You don't have to support 5 different versions of RHEL.
>Also remember you can buy developer support from Apple.
You can buy developer support from Red Hat.
>The answers are "who knows".
No, the answers are "yes", your questions were basically "if my computer doesn't break, will it work the same %d time from now".

>Did you watch that video from Linus about Linux in the desktop market?
No, but let me guess, he was angry that there isn't 1 version of Linux. Once again: no one is asking you to port your stuff to Ubuntu, Fedora, OpenSuse, Arch, Debian, etc. Spotify made a ubuntu client, the community ported it to fedora, I'm using it right now.

>Saying dnf is better than Yum or RHEL
This made no sense... dnf is the successor to yum, the developers themselves created it to be a better version of yum. And as for "better than rhel", why would I compare a package manager to an OS? Do you say "that Ford engine is better than that Ford car"? I'm legitimately confused now.

>This is part of the attitude that will keep Linux relegated to niche user bases.
What attitude? Do you expect me to say that it's Red Hat's fault that Dell never wrote drivers for it's USB-C adapter? Do you think Microsoft writes adapter drivers? Do you think Apple does it? It's the vendor's reponsibility.
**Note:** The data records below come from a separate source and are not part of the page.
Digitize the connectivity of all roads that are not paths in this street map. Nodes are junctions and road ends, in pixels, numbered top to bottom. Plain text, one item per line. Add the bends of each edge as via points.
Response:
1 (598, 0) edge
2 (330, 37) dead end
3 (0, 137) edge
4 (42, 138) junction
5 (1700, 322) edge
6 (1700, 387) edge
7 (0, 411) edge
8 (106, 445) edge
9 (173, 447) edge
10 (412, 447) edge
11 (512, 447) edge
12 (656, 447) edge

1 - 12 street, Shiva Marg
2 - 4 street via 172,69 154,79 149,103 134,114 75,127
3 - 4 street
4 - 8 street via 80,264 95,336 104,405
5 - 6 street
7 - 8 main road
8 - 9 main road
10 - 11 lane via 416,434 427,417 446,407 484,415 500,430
This isn't some snarky "well, my toy is perfect, so it's everyone else who is wrong" reply, drivers are always the vendor's responsibility.

>Linux break ABIs quite frequently.
I asked for a comparison, I've had things randomly change inside macOS, does that prove it changes more or less than Linux?

>My whole point is that the state of the Linux ecosystem is not ready for the same kind of model enjoyed by Windows and macOS.
My whole point is that it's wrong to even compare a set of 500+ distros to a single other, because then all I need is for Arch to fuck up to make RHEL look bad.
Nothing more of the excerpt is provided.